Le corps tomba, vite enfoui sous la blancheur sourde. La proie respira un peu mieux. Il était à présent armé et la neige empêchait d’entendre ses bruits de pas, comme elle l’avait empêché d’entendre les sabots des chevaux. A ce propos, où était celui du mort ? Etait-il venu à pied pour ne pas être vu, son manteau se confondant avec le sol, ou venait-il juste de laisser sa monture derrière lui ? La première solution semblait juste, puisqu’il ne voyait rien. Il dépouilla le mort de son manteau et repartit, cherchant une sortie : même en éliminant tous les chasseurs, ce qui devenait possible avec ce manteau et cette arme, il ne pourrait pas sortir d’ici.
Dissimulé, il longeait les murs. Il entendit un bruit obscur et se jeta violemment sur le côté, tombant brutalement dans la neige pesante. Ce réflexe lui sauva la vie : à l’endroit où il se tenait auparavant s’élevait à présent un roc. Il leva les yeux : les bâtiments se dissolvaient de plus en plus vite. L’idée le frappa : en allant sur les toits, personne ne le trouverait, et il pourrait s’échapper. Un rictus flotta sur son visage : la proie peut devenir le prédateur si on lui en laisse l’occasion. Et l’occasion arborait ses flambeaux, son oriflamme bercée par le vent vital.
Mais il fallait trouver un moyen d’accéder jusqu’aux toits : il scrutait les murs, guettant le moindre point d’ancrage, et peut-être, qui sait ? une échelle. Inutile de se précipiter : certes le temps jouait contre lui, mais il fallait rester sur ses gardes. Entre une mort probable si on le trouvait et une mort certaine mais stupide parce qu’il courait, la première était encore préférable.
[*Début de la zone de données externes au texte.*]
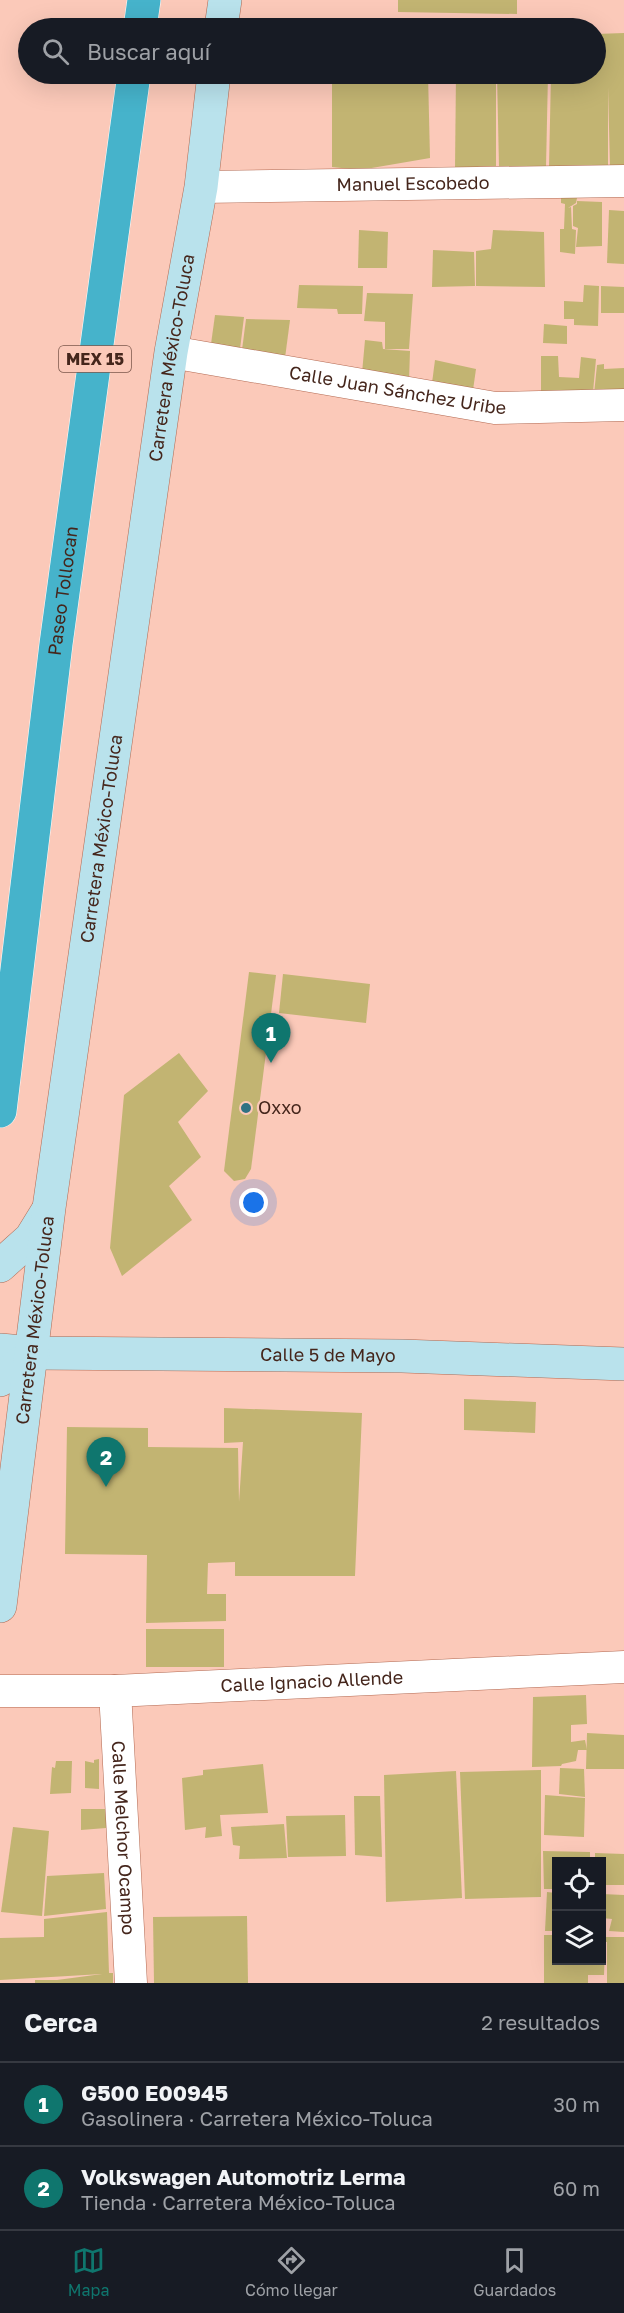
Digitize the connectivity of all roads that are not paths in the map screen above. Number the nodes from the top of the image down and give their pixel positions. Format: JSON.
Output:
{"nodes":[{"id":1,"x":144,"y":0,"type":"edge"},
{"id":2,"x":225,"y":0,"type":"edge"},
{"id":3,"x":141,"y":18,"type":"edge"},
{"id":4,"x":222,"y":18,"type":"edge"},
{"id":5,"x":133,"y":84,"type":"edge"},
{"id":6,"x":213,"y":84,"type":"edge"},
{"id":7,"x":624,"y":181,"type":"edge"},
{"id":8,"x":201,"y":187,"type":"junction"},
{"id":9,"x":171,"y":352,"type":"junction"},
{"id":10,"x":624,"y":405,"type":"edge"},
{"id":11,"x":0,"y":1111,"type":"edge"},
{"id":12,"x":49,"y":1208,"type":"junction"},
{"id":13,"x":0,"y":1266,"type":"edge"},
{"id":14,"x":0,"y":1350,"type":"edge"},
{"id":15,"x":33,"y":1353,"type":"junction"},
{"id":16,"x":624,"y":1364,"type":"edge"},
{"id":17,"x":0,"y":1380,"type":"edge"},
{"id":18,"x":7,"y":1497,"type":"edge"},
{"id":19,"x":0,"y":1606,"type":"edge"},
{"id":20,"x":624,"y":1667,"type":"edge"},
{"id":21,"x":0,"y":1691,"type":"edge"},
{"id":22,"x":115,"y":1691,"type":"junction"},
{"id":23,"x":131,"y":1983,"type":"edge"}],
"edges":[{"from":1,"to":3,"type":"highway"},
{"from":2,"to":4,"type":"main road"},
{"from":5,"to":11,"type":"highway","name":"Paseo Tollocan","number":"MEX 15"},
{"from":6,"to":8,"type":"main road","name":"Carretera México-Toluca"},
{"from":7,"to":8,"type":"street","name":"Manuel Escobedo"},
{"from":8,"to":9,"type":"main road","name":"Carretera México-Toluca"},
{"from":9,"to":10,"type":"street","name":"Calle Juan Sánchez Uribe"},
{"from":9,"to":12,"type":"main road","name":"Carretera México-Toluca"},
{"from":12,"to":13,"type":"main road"},
{"from":12,"to":15,"type":"main road","name":"Carretera México-Toluca"},
{"from":14,"to":15,"type":"main road","name":"Calle 5 de Mayo"},
{"from":15,"to":16,"type":"main road","name":"Calle 5 de Mayo"},
{"from":15,"to":17,"type":"main road"},
{"from":15,"to":18,"type":"main road","name":"Carretera México-Toluca"},
{"from":18,"to":19,"type":"main road","name":"Carretera México-Toluca"},
{"from":20,"to":22,"type":"street","name":"Calle Ignacio Allende"},
{"from":21,"to":22,"type":"street","name":"Calle Ignacio Allende"},
{"from":22,"to":23,"type":"street","name":"Calle Melchor Ocampo"}]}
Voilà ! Une gouttière subsistait encore et permettait d’accéder à un surplomb peu élevé. Et de là, le toit lui tendait ses bras décharnés. Il vérifia une dernière fois qu’il n’y avait bien personne aux alentours et commença l’escalade. Une escalade ardue, où les pieds dérapaient sur le mur humide, où les doigts glissaient sur le métal, recouvert d’aspérités mais de glace. Mais une escalade possible. Il pouvait réussir. Il avait oublié un dernier facteur : son poids. La gouttière émit d’abord de sinistres craquements, puis se courba lentement, avant de se briser.
Etalé sur le sol, les bras en croix, il maudit intérieurement la fragile gouttière. Puis s’assit rapidement pour retrouver l’arbalète tombée au cours de la chute, ses yeux parcourant l’étendue d’albâtre. Où diable était-elle ? Enfin il la vit, abandonnée à quelques mètres de lui, reposant délicatement. Il voulut s’élancer pour l’atteindre.
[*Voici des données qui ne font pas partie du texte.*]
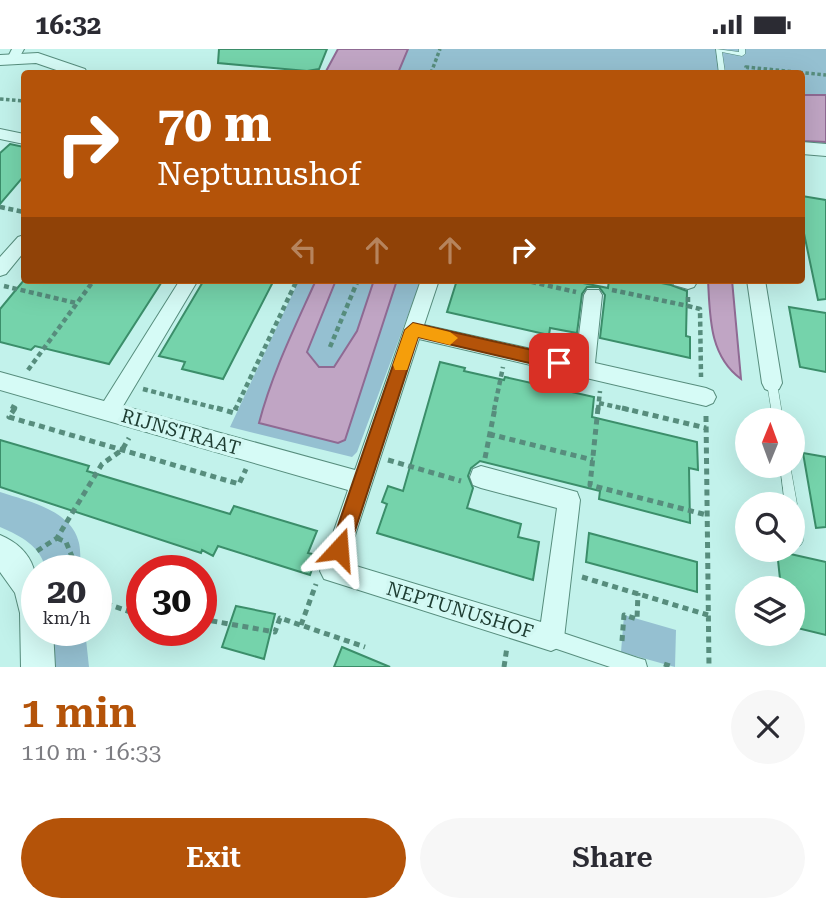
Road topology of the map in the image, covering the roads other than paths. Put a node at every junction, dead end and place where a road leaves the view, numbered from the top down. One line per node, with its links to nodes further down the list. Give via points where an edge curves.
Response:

Il sentit la pression froide d’un canon sur l’arrière de son crâne. Son regard s’égara, des gouttes de sueur coulant follement sur son front. Une voix railleuse s’éleva dans son dos :
« Mais qui voilà ? Alors, on voulait nous fausser compagnie par les hauteurs et brouiller le plaisir du jeu ? Mais, mon petit ami, c’est scandaleux, cela. Oser priver de leur seule joie une dizaine d’hommes pour votre pauvre peau : quel égoïsme ! Non, voyez-vous, acceptez sereinement votre destin : vous êtes en bas de l’échelle, il faut y rester. A ce propos, vous avez soulevé l’irritation de certains en tuant notre camarade : mais comme je suis clément, je ne vais pas vous livrer, afin de vous éviter les diverses tortures prévues.
Franchement, comment avez-vous pu croire avoir une chance de vous en sortir ? Quel orgueil ! Pourtant, vous saviez bien que nul ne peut contester l’ordre de Palemuse.
Le blanc gagne toujours. »
Il eut juste le temps d’entendre le claquement du percuteur sur le révolver.